Great Day?
This article is from the archive of The New York Sun before the launch of its new website in 2022. The Sun has neither altered nor updated such articles but will seek to correct any errors, mis-categorizations or other problems introduced during transfer.

“A great day for New York City,” is how Mayor Bloomberg described the deal announced last night between the city and its largest municipal union, District Council 37 of the American Federation of State, County and Municipal Employees. There were elements of the deal that underscore the mayor’s legendary business acumen. In reaching a deal with DC 37 before reaching one with the unions representing the city’s police officers, firemen, or teachers, Mr. Bloomberg struck a bargain with the weakest union and the one from which he could probably get the best terms. The teachers are powerful and organized and hold Mr. Bloomberg’s key agenda item, education, at their mercy. The police can affect the level of crime in the city, and, along with firemen, are popular after the September 11 attacks. District Council 37, on the other hand, has been weakened by corruption scandals and internal political divisions. Now that Mr. Bloomberg has a deal with them, he can use it as a template for making deals with the other, stronger unions.
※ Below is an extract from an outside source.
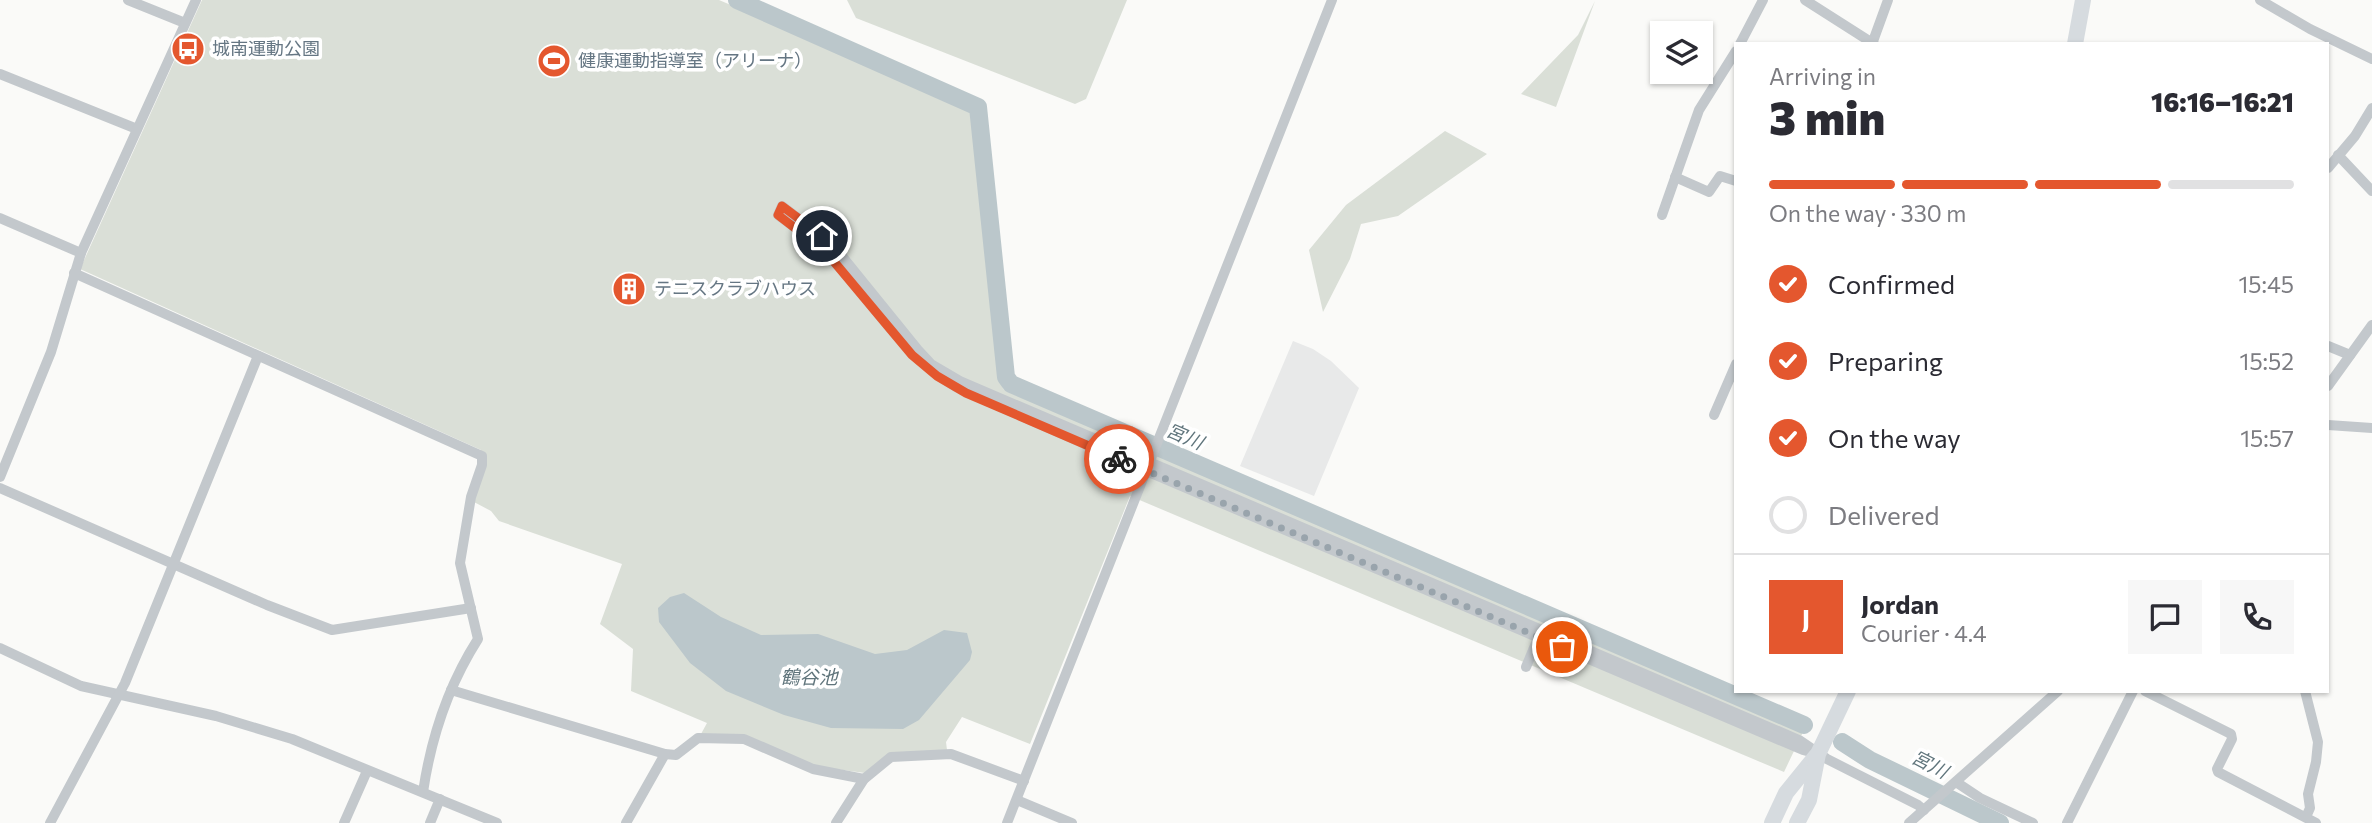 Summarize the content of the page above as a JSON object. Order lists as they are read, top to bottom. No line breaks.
{"water":["宮川","鶴谷池"],"places":{"bus stop":["城南運動公園"],"sports":["健康運動指導室（アリーナ）"],"building":["テニスクラブハウス"]},"page":{"heading":["3 min","Arriving in","16:16–16:21"],"panel":["Jordan","Courier · 4.4"],"bar":"On the way · 330 m","list":[["Confirmed","15:45"],["Preparing","15:52"],["On the way","15:57"],"Delivered"],"round":"J"}}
Another creative element of the deal is Mr. Bloomberg’s plan to pay a $1,000 bonus to each DC 37 member immediately upon ratification of the contract. Mr. Bloomberg could have pressed the matter and made the $1,000 payable only to the individual union members who vote in favor of the contract, but the union members no doubt get the idea and will vote accordingly. Clever. Mr. Bloomberg is also to be commended for making wage increases in the contract going forward — after July 1, 2004 — conditional on the achievement of genuine productivity savings from the union.”There will be no extra cost to the city,” Mr. Bloomberg vowed of that aspect of the bargain, which is a precedent and a principle worth fighting for in future agreements with the city’s other unions.
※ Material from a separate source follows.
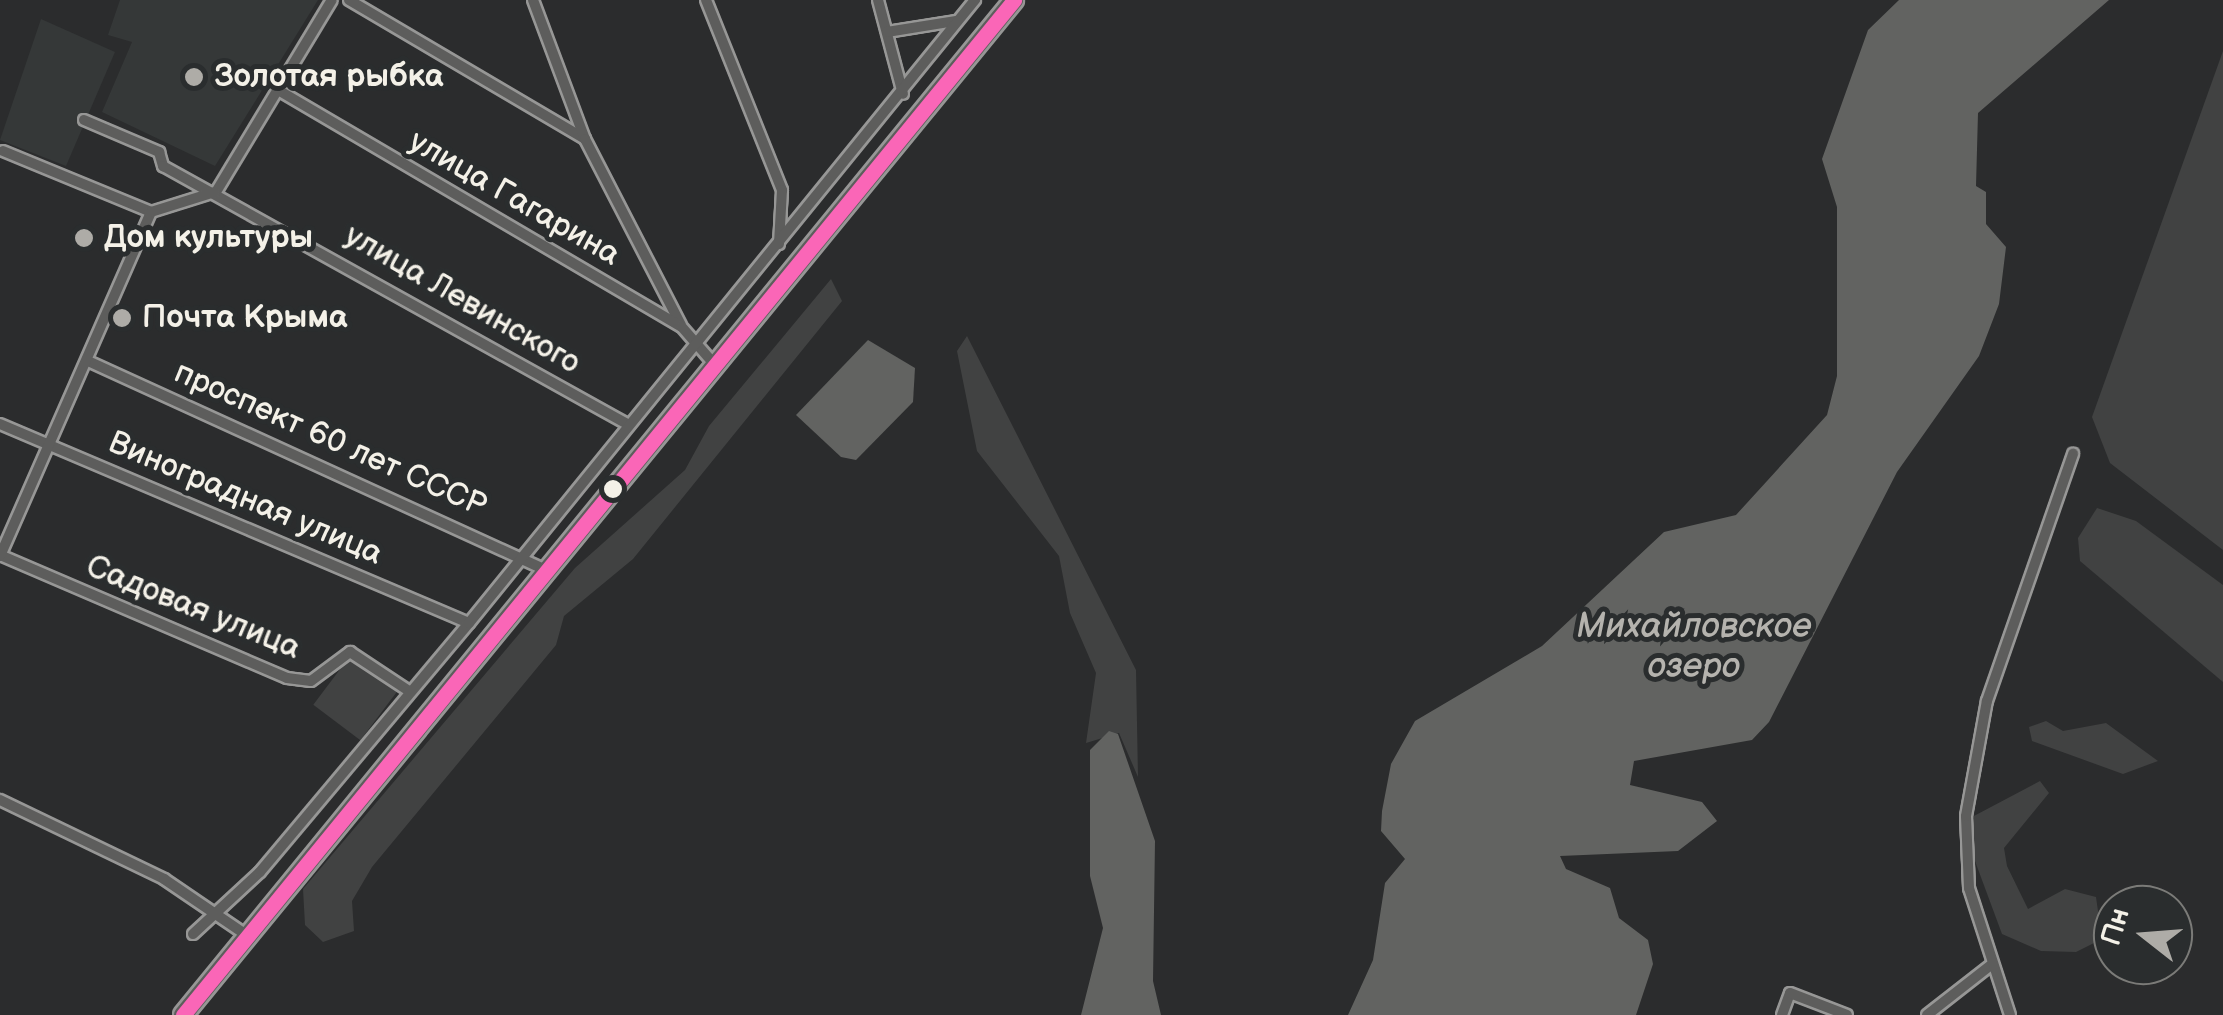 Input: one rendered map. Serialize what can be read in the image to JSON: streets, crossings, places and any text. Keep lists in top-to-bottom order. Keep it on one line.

There will be a cost to the city — a onetime $73 million — for the $1,000 payments and another $98 million annually for a 3% wage increase effective July 1, 2003. Mr. Bloomberg said he wished he could have achieved a deal earlier so that those increases, too, could have been paid for with productivity savings.
For all that, though, we can’t go so far as to agree with Mr. Bloomberg that — at least on the basis of the DC 37 contract — yesterday amounted to a “great day” in New York. After all, Mr. Bloomberg began his announcement yesterday by acknowledging that the city’s taxpayers are hard-pressed, and he vowed, “We’ll try to reduce their tax burden as much as we can.”Yet Mr. Bloomberg has so far offered the taxpayers a mere $400 property tax rebate. He and his partners in Albany have raised taxes on New Yorkers by far more than that, all the while claiming there were no significant productivity savings available to be wrung from the city budget. The city’s unionized municipal workers will end up, after this deal, with $1,000 each in their pockets, plus raises. That’s money plucked directly from the city’s taxpayers, who bear the highest combined state and local tax burden in the nation. It’s not “great” to see the city’s workers getting their bonuses — and bigger ones — before the taxpayers get theirs. And if the city’s unionized workers are getting wage increases retroactive to 2003, how about making tax cuts for the city’s taxpayers retroactive to 2003? Maybe the taxpayers need a union of our own.